“The peace talks between the United States and Iran have been stuck for a month. On Sunday, President Trump dismissed Iran’s most recent demands as “TOTALLY UNACCEPTABLE!” According to Iran’s state broadcaster, the country’s leaders wanted the U.S. to pay war reparations, end sanctions and — crucially — recognize Iran’s sovereignty over the Strait of Hormuz.
Iran’s chokehold on the strait and the U.S. blockade are a source of global economic pain. But the ships occasionally making it out — a Russian oligarch’s yacht, two German cruise ships and the odd L.N.G. tanker — have also become a source of fascination. How did they pull it off? Who is allowed out, and why?
For such a narrow, critical waterway, it’s striking how difficult it is to fully understand what’s happening. Today my colleague Jenny Gross, one of our business reporters, writes about how the strait is offering us a glimpse into the shady world of shipping.
The darker side of global shipping
By Jenny Gross
Since the war began, my main focus as a reporter has been chasing down the fates of the more than 1,500 ships that got stuck in the Persian Gulf.
My colleagues and I spend our days poring over databases of ship crossings and interviewing analysts, shipowners and operators — and yet we still miss a fair amount.
Consider one Iran-flagged tanker, the Huge. The ship surprised analysts when it turned up in Southeast Asia on May 3, having seemingly slipped through the Strait of Hormuz just before the start of the U.S. blockade. Few had tracked the more than 300-meter-long ship during its weekslong journey; the Huge had turned its location transponder off.
Some ships report false positions or paint fake names on their hulls. Other ships hide the origins of the oil they are carrying by transferring it from ship to ship in the middle of the sea. And others sail under the flags of different countries without those countries’ permission.
Some do all of the above.
All this to say — if we don’t have a clear picture of what’s happening in the strait, it’s not because we’re not trying. It’s because these ships don’t want to be seen.
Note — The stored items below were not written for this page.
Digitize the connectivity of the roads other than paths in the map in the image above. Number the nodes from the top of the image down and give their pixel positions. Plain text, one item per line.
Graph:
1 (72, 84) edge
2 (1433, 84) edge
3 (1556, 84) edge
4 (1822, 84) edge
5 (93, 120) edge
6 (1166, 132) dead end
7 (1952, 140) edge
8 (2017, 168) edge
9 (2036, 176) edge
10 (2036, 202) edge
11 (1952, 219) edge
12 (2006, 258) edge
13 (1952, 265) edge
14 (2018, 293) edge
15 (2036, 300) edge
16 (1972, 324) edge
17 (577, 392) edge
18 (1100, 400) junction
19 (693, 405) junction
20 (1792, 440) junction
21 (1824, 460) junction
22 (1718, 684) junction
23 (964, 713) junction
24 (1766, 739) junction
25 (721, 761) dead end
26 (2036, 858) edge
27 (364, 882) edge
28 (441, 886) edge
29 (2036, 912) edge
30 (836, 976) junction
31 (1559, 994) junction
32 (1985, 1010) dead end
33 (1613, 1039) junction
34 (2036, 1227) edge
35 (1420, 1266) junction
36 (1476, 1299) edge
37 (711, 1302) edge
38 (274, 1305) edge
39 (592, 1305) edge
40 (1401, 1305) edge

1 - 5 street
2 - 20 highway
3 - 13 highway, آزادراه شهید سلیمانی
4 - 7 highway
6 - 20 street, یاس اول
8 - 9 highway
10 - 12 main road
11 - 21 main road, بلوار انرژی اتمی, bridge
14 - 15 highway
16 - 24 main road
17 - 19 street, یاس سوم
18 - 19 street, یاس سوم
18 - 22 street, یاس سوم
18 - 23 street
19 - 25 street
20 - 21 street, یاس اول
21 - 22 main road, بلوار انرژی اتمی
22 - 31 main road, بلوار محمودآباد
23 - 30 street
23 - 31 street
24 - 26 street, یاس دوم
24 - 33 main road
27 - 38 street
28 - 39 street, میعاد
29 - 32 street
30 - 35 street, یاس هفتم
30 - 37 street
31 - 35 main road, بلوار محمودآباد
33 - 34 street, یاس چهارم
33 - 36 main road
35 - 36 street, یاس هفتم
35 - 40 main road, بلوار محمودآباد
The International Maritime Organization, a U.N. agency, sets out rules that govern the shipping industry, including through the Strait of Hormuz. Most companies abide by those rules. But some do not, because ships operate in international waters and across jurisdictions, making rules easier to circumvent for those looking to evade sanctions or carry illicit cargo.
The current murkiness in the Strait of Hormuz is revealing some of this darker side of global shipping. The sector is extremely important and can also be remarkably lawless. In parts of the sector, shady actions have become somewhat routine. It’s just that most of the time, the world isn’t paying such close attention.
How to disappear a tanker
I usually start my days by looking at a map of red, green and blue arrows on MarineTraffic, a firm that uses vessels’ transponders to track which ships have transited the strait and by what route. What I see gives me some idea of what ships are where. But it’s not a complete picture.
On Thursday, for example, transits through the strait appeared to drop to zero. But a satellite analysis by Windward AI found that nine heavy commercial vessels had, in fact, moved through the strait that day. They did so without switching on their location trackers, a key part of the global system that keeps tabs on vessel activity and traffic.
Another way vessels avoid detection is through spoofing, which involves falsifying data from the transponder that transmits the ship’s name, location, route and other identifying information. Telltale signs of spoofing include ships appearing to be in odd places. Recently, that included one ship that digitally appeared in Iran’s capital city, Tehran. Another showed up in the Saudi Arabian desert.
These tactics have long been deployed by ships trying to evade detection, such as those surreptitiously transporting oil in violation of sanctions.
But the logjam in the Strait of Hormuz — and the U.S. government’s interest in breaking it — has prompted shipping companies with no ties to Iran to shut off their transponders or use other tactics to obscure their locations. In fact, a U.S. official told my colleague Eric Schmitt last week that, during “Project Freedom,” the U.S. government itself recommended that some ships trying to exit the strait go dark for their own protection.
‘A huge risk problem for everybody’
When ships do not follow the rules, operating outside the reach of international law, it’s more than just a niche problem. These deceptive tactics enable illicit trade around the world, allowing sanctioned countries like Russia, Iran and Venezuela, as well as nonstate actors like drug cartels, to covertly ship oil, using what are known as “ghost fleets” or “shadow fleets.”
“The rules upon which global trade is based are not that enforceable,” said Richard Meade, the editor of Lloyd’s List, a shipping publication.
These practices also make the seas less safe by increasing the chances of collision — and by creating “a huge risk problem for everybody,” according to Andreas Enger, chief executive of the Norwegian shipping company Höegh Autoliners, in a recent call.
What the situation in the strait illustrates is how effective these tactics can be. If they can help vessels make their way, largely unseen, through a waterway just a few dozen kilometers wide — a strait that’s at the center of one of the world’s most important news stories — imagine the challenges of tracking down a ship on the open ocean that doesn’t want to be found.” [1]
1. The World: Shady shipping. Bennhold, Katrin. New York Times (Online) New York Times Company. May 12, 2026.